Alain Blum est chercheur à l'Ecole des hautes études en sciences
sociales (EHESS) et à l'Institut national des études démographiques (Ined). Il est spécialiste de l'histoire des populations et de la statistique en Europe. Les résultats des recensements apportent-ils des surprises, des données inattendues?

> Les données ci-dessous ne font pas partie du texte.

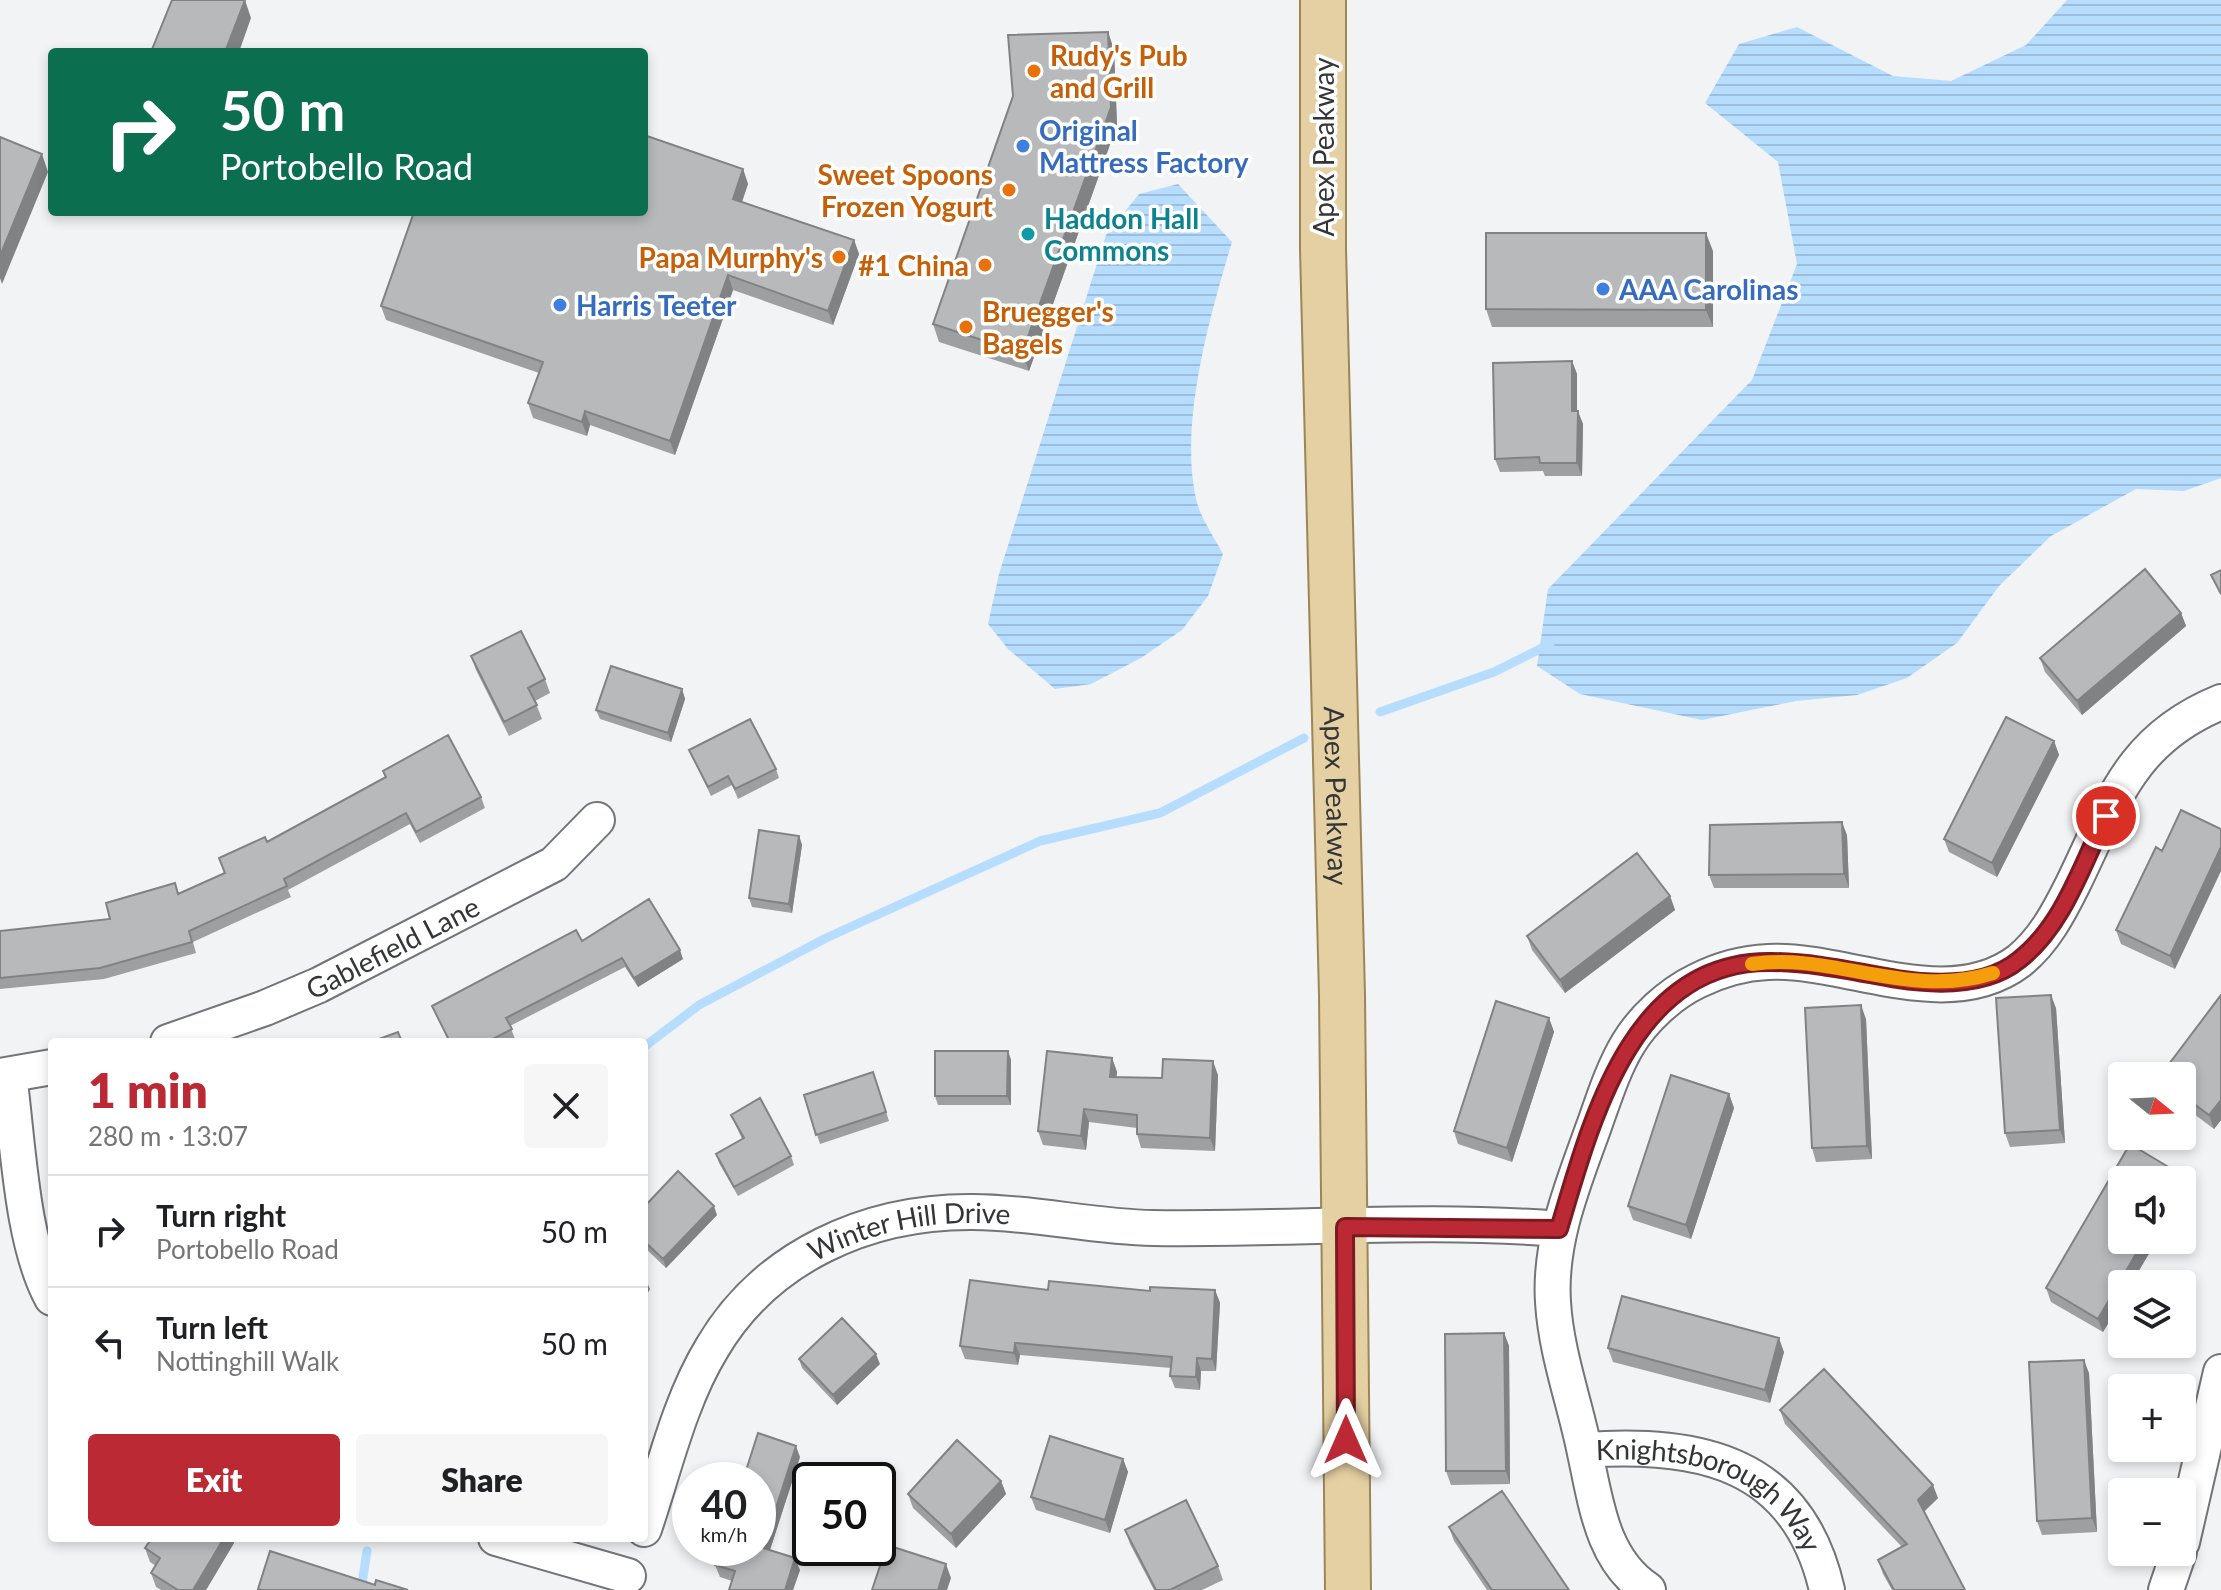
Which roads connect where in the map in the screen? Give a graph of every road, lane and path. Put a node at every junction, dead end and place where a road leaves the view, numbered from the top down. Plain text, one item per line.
1 (1323, 0) edge
2 (2221, 702) edge
3 (597, 820) dead end
4 (179, 1038) edge
5 (48, 1068) edge
6 (4, 1076) edge
7 (1345, 1227) junction
8 (1559, 1229) junction
9 (48, 1291) edge
10 (2221, 1372) edge
11 (1585, 1450) junction
12 (2196, 1481) edge
13 (648, 1517) edge
14 (508, 1542) edge
15 (640, 1542) edge
16 (2174, 1566) edge
17 (626, 1583) edge
18 (1348, 1590) edge
19 (1648, 1590) edge
20 (1827, 1590) edge
21 (2166, 1590) edge

1 - 7 main road, Apex Peakway
2 - 8 street, Knightsborough Way
3 - 4 street, Gablefield Lane
5 - 6 street
6 - 9 street
7 - 8 street, Winter Hill Drive
7 - 13 street, Winter Hill Drive
7 - 18 main road, Apex Peakway
8 - 11 street, Knightsborough Way
10 - 12 street
11 - 19 street
11 - 20 street, Knightsborough Way
14 - 17 street
15 - 17 street
16 - 21 street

Ils n'ont pas apporté de surprises proprement dites, mais plutôt confirmé certains faits. On savait évidemment qu'il y avait eu des morts lors de la Première Guerre mondiale. Mais le recensement a permis de confirmer l'ampleur de la catastrophe, de détailler une pyramide des âges. Plus tard, on a précisé les configurations géographiques de la désertification rurale. Les recensements n'ont jamais révolutionné la connaissance qu'on a des choses, mais plutôt modifié en profondeur les modes de représentation. Ils ont conduit à percevoir différemment les modes d'action et les politiques sur le social. Quelles sont les questions qui sont apparues et celles qui ont disparu?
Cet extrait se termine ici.